Cheaper than loading 0xDEADBEEF but not cheap enough not to pull out of the loop.  All the "easy" (one instruction) constants are not pulled out.

Really I think rtl loop invariant should pull everything it can pull out of the loop and then let the RA "fix" up the loop when it runs out of registers.
Comment 4 Zdenek Dvorak 2007-03-26 18:00:49 UTC
Subject: Re:  [4.3 Regression] rtl loop invariant is broken

> > I guess the cost of loading zero is cheaper then?
> 
> Cheaper than loading 0xDEADBEEF but not cheap enough not to pull out of the
> loop.  All the "easy" (one instruction) constants are not pulled out.
> 
> Really I think rtl loop invariant should pull everything it can pull out of the
> loop and then let the RA "fix" up the loop when it runs out of registers.

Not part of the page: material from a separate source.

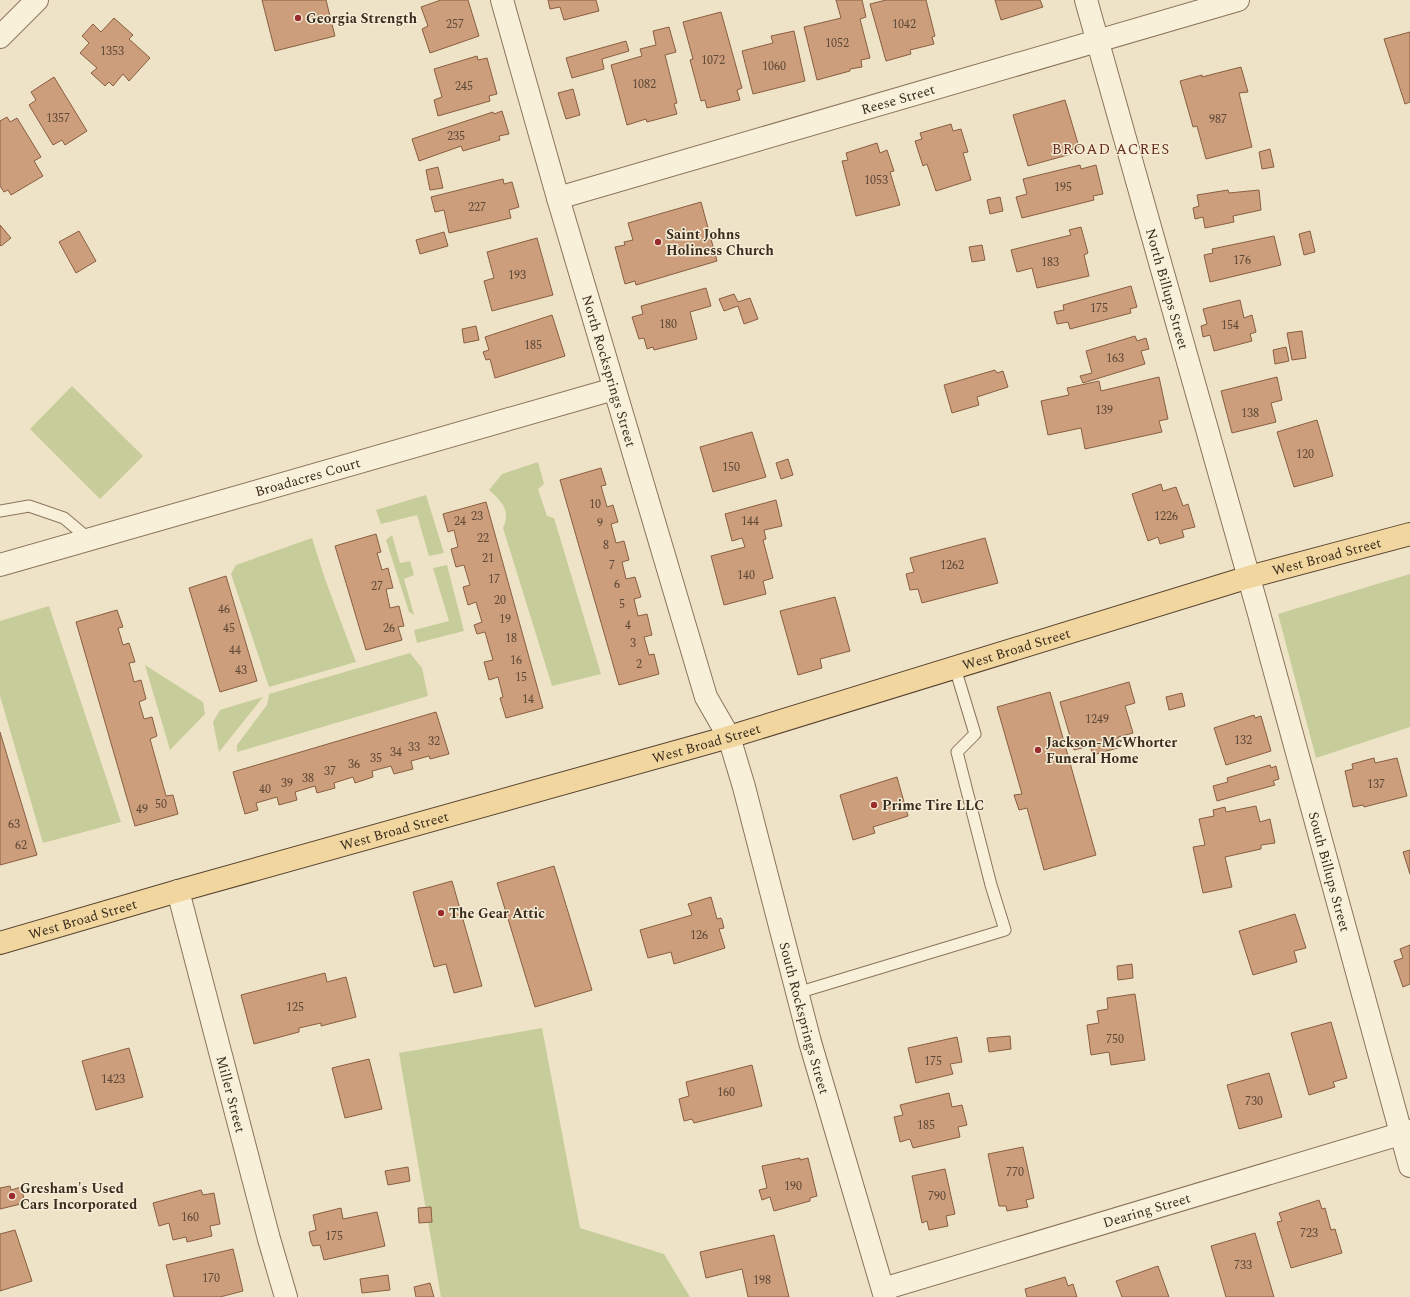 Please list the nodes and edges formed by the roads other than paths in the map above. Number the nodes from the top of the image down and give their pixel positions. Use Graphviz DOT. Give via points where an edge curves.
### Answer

I would agree, if we had RA capable of that (which I am not quite sure
whether we do or not, although this seems simple enough), or better,
RA doing better job under high register pressure.
Comment 5 Andrew Pinski 2007-03-26 18:09:16 UTC
> I would agree, if we had RA capable of that (which I am not quite sure
> whether we do or not, although this seems simple enough), or better,
> RA doing better job under high register pressure.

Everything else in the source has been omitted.